—Proceeding pursuant to CPLR article 78 (transferred to this Court by order of the Supreme Court, entered in Albany County) to review a determination of respondent which found petitioner guilty of violating certain prison disciplinary rules.
On May 28-29, 1991 an uprising occurred among the inmates being held in exercise pens in the A-block of Southport Correctional Facility in Chemung County. As a result of his activities during the uprising, petitioner was found guilty after a Superintendent’s hearing of violating State-wide rules prohibiting rioting and leaving an assigned area without authorization. Petitioner contends in this proceeding that the determination is not supported by substantial evidence and that procedural errors warrant annulment.
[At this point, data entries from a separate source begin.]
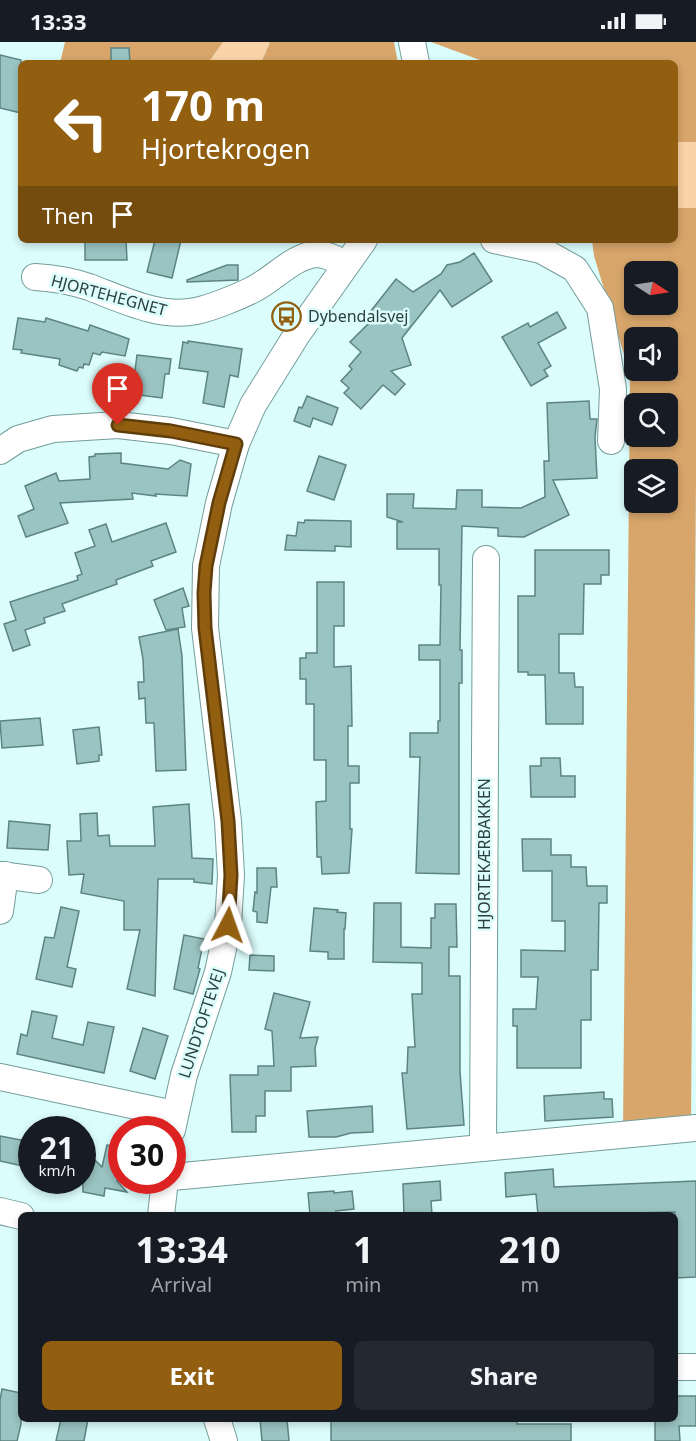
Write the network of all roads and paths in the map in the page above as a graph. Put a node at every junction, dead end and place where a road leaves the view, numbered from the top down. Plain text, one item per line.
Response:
1 (412, 42) edge
2 (415, 60) edge
3 (362, 243) edge
4 (508, 243) edge
5 (346, 265) junction
6 (35, 278) dead end
7 (611, 441) dead end
8 (236, 444) junction
9 (0, 451) edge
10 (486, 559) dead end
11 (2, 875) edge
12 (39, 880) dead end
13 (0, 911) edge
14 (0, 1077) edge
15 (150, 1116) edge
16 (174, 1116) edge
17 (696, 1128) edge
18 (483, 1148) junction
19 (186, 1176) edge
20 (163, 1194) edge
21 (0, 1211) edge
22 (161, 1212) edge
23 (18, 1215) edge
24 (678, 1367) edge
25 (696, 1367) edge
26 (218, 1422) edge
27 (224, 1441) edge

1 - 2 street
3 - 5 street, LUNDTOFTEVEJ
4 - 7 street
5 - 6 street, HJORTEHEGNET
5 - 8 street, LUNDTOFTEVEJ
8 - 9 street
8 - 16 street, LUNDTOFTEVEJ
10 - 18 street, HJORTEKÆRBAKKEN
11 - 12 street
11 - 13 street
14 - 15 street
17 - 18 street
18 - 19 street
20 - 22 street
21 - 23 street
24 - 25 street
26 - 27 street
A correction officer filed a misbehavior report stating that he and another officer had personally identified petitioner as a participant in the uprising in that they saw him walking freely throughout the yard during the incident although he *946had previously been secured in an exercise pen. The correction officer testified at the hearing and confirmed the information in the report that petitioner roamed about the yard and made no showing that he was an unwilling participant. In addition, the Hearing Officer reviewed a videotape of the incident. From our review of the videotape it appears that all inmate pens were empty before tear gas was deployed. The Hearing Officer therefore had a basis to infer that petitioner was not driven from his pen by the tear gas as he had claimed. We find that this evidence, combined with petitioner’s admission that he left his exercise pen and remained outside of it during the incident, constitutes substantial evidence to support the determinations of guilt (see, Matter of Williams v Coughlin, 190 AD2d 883). We also find that petitioner waived any issue concerning the adequacy of the misbehavior report to give notice of the nature of the charges against him by failing to raise this issue at his hearing (see, Matter of Hopkins v Blum, 58 NY2d 1011) and that, in any event, the notice provided was adequate (see, Matter of Williams v Coughlin, supra).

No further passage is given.